>>>
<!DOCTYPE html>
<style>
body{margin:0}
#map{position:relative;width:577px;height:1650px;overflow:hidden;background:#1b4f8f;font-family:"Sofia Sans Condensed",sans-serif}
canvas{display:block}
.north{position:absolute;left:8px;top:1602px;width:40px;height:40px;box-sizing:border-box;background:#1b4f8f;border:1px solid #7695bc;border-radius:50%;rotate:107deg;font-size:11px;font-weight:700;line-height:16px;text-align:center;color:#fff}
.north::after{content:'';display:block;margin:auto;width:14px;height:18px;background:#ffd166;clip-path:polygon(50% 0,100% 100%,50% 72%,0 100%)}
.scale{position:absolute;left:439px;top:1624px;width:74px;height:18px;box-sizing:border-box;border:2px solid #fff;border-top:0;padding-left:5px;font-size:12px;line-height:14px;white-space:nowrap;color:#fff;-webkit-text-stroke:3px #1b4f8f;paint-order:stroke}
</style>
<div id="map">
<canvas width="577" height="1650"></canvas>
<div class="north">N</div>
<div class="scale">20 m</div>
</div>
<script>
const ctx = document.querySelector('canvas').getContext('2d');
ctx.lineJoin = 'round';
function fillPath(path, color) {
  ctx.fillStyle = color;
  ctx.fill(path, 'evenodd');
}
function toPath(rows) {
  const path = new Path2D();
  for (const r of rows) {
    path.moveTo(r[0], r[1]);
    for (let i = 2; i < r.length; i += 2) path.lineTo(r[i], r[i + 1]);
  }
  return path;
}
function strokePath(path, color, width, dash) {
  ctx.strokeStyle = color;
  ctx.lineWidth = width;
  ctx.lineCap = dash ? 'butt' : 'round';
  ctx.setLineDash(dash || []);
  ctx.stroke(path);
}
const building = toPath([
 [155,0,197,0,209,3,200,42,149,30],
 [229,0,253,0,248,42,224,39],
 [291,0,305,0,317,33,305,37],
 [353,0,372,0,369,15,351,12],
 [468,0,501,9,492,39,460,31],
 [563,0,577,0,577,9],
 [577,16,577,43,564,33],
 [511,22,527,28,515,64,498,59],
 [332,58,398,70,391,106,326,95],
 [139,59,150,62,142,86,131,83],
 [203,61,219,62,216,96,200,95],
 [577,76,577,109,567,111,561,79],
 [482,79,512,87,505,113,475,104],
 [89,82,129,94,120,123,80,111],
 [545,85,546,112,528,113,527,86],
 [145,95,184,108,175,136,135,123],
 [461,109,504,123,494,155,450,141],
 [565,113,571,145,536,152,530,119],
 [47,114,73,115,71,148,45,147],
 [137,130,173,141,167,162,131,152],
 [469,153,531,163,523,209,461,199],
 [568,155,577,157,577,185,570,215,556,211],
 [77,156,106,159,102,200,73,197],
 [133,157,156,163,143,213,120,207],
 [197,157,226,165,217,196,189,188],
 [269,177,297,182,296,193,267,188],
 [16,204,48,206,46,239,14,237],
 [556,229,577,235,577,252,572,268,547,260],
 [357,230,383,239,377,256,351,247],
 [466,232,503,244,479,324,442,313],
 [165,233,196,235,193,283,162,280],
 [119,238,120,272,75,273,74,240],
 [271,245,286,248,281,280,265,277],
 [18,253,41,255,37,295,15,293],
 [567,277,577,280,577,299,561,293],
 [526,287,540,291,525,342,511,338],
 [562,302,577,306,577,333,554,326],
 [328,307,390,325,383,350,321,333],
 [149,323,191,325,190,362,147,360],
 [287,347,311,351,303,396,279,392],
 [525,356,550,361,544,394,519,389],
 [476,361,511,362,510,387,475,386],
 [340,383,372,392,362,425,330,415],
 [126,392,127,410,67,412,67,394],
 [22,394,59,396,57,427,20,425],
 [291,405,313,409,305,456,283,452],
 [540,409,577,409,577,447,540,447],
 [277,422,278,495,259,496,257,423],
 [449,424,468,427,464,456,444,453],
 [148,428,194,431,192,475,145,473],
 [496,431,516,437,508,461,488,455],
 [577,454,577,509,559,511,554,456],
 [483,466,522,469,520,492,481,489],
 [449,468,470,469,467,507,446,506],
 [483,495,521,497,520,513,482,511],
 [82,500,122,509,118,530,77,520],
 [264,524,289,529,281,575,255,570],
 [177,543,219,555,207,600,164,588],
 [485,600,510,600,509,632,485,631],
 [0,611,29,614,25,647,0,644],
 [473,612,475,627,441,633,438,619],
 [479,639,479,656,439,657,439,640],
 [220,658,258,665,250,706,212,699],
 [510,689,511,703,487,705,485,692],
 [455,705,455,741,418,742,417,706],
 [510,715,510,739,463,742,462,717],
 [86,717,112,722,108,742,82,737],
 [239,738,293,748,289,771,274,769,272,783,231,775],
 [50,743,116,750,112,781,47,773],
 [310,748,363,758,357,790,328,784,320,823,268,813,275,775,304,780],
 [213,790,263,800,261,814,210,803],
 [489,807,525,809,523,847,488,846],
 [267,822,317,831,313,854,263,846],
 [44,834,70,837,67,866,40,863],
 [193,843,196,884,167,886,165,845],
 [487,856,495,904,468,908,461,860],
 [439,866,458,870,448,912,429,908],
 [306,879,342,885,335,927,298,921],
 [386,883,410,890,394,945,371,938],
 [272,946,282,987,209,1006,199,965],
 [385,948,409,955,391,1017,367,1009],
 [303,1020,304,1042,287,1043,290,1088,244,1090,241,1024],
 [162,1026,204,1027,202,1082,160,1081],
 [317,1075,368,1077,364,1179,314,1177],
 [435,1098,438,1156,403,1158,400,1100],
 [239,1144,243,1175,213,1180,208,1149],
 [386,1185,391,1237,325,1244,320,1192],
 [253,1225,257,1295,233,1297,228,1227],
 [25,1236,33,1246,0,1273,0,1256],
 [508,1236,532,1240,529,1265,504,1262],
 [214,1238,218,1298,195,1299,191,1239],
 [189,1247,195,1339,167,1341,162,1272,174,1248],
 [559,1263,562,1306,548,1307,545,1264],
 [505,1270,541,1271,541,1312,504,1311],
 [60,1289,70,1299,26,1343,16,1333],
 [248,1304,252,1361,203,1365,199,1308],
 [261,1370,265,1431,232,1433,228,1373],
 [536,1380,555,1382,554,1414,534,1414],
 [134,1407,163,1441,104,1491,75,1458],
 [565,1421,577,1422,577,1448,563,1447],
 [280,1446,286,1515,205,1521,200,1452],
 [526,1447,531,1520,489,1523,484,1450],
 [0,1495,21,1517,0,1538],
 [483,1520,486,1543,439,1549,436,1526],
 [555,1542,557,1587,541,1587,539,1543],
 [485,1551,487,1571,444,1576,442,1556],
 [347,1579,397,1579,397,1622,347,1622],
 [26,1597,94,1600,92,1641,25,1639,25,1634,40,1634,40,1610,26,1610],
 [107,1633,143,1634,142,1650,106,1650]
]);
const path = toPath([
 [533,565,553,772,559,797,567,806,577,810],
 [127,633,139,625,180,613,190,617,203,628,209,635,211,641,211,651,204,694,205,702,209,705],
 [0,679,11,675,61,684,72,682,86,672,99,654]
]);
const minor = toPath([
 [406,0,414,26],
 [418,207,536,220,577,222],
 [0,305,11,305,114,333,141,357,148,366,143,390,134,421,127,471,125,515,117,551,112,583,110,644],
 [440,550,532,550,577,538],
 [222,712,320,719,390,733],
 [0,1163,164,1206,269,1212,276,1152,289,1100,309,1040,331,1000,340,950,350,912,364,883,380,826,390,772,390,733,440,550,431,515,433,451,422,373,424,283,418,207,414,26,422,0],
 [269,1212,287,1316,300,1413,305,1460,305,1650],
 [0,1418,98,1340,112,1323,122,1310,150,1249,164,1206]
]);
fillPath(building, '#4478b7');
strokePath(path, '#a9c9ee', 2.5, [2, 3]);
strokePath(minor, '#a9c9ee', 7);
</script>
<<<
>>>
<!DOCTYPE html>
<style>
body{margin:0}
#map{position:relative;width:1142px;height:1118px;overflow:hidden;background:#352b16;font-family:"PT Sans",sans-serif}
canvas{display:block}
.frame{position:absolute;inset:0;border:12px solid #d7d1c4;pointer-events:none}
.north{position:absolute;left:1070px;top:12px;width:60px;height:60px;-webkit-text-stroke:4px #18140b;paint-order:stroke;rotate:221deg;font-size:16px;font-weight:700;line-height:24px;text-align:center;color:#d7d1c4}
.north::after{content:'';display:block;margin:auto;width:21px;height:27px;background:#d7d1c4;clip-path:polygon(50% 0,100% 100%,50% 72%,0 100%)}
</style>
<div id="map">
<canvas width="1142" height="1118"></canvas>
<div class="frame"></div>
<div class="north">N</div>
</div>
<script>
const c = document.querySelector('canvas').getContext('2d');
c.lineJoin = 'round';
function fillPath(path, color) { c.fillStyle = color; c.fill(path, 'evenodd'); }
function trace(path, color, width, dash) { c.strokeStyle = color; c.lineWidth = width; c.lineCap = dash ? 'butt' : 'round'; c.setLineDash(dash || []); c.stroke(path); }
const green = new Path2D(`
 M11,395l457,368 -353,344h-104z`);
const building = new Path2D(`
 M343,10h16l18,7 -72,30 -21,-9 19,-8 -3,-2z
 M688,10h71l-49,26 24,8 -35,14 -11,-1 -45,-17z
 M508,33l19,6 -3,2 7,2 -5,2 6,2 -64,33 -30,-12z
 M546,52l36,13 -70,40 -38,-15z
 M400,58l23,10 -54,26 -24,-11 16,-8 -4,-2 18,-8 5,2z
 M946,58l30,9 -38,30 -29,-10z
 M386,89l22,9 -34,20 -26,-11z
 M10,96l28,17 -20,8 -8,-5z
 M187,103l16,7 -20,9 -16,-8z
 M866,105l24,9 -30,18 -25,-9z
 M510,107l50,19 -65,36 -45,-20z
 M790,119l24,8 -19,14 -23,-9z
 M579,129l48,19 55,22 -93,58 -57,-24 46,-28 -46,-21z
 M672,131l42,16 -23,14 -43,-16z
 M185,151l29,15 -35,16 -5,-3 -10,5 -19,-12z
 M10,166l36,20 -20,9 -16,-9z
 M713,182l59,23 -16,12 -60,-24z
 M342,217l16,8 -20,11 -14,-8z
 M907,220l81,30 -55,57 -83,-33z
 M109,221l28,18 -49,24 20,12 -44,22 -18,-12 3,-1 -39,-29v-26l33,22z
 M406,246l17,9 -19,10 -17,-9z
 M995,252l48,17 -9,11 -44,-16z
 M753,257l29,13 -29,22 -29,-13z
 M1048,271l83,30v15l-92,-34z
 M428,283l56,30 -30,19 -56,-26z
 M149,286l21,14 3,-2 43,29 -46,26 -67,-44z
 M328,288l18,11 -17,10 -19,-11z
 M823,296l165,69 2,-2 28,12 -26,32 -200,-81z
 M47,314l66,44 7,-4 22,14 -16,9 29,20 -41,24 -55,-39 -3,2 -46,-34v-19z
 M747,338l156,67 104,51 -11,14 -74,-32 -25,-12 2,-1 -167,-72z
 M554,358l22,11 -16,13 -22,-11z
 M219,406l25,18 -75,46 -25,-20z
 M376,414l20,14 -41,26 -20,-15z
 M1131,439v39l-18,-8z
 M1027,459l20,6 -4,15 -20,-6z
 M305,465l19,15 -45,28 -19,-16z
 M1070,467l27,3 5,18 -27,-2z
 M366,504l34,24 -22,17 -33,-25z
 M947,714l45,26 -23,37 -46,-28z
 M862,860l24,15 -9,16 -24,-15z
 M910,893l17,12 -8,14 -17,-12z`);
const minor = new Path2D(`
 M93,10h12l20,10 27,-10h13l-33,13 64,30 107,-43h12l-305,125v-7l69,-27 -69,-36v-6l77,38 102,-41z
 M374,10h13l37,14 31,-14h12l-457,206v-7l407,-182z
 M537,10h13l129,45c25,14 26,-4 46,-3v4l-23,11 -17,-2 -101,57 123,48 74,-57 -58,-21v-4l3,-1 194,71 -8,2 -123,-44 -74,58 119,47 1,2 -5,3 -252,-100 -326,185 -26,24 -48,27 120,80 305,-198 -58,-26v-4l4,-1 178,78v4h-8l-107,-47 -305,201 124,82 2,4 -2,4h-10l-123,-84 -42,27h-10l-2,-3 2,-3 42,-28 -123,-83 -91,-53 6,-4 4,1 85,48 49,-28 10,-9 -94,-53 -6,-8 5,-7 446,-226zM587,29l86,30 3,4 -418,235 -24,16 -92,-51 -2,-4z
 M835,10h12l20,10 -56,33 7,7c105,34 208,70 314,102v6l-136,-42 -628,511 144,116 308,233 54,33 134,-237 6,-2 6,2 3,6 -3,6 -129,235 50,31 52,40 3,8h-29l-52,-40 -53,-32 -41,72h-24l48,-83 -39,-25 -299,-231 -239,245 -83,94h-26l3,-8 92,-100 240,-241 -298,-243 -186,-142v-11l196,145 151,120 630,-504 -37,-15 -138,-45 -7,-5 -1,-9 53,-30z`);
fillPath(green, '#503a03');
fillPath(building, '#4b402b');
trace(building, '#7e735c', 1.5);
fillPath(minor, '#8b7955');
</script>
<<<
EXERCISE DESCRIPTION = Each line in the listing above from the one containing "ctx.fill(path, 'evenodd');" through the one containing "ctx.strokeStyle = color;" should be repeated exactly, and no other line.

RESULT OF THE EXERCISE =
  ctx.fill(path, 'evenodd');
}
function toPath(rows) {
  const path = new Path2D();
  for (const r of rows) {
    path.moveTo(r[0], r[1]);
    for (let i = 2; i < r.length; i += 2) path.lineTo(r[i], r[i + 1]);
  }
  return path;
}
function strokePath(path, color, width, dash) {
  ctx.strokeStyle = color;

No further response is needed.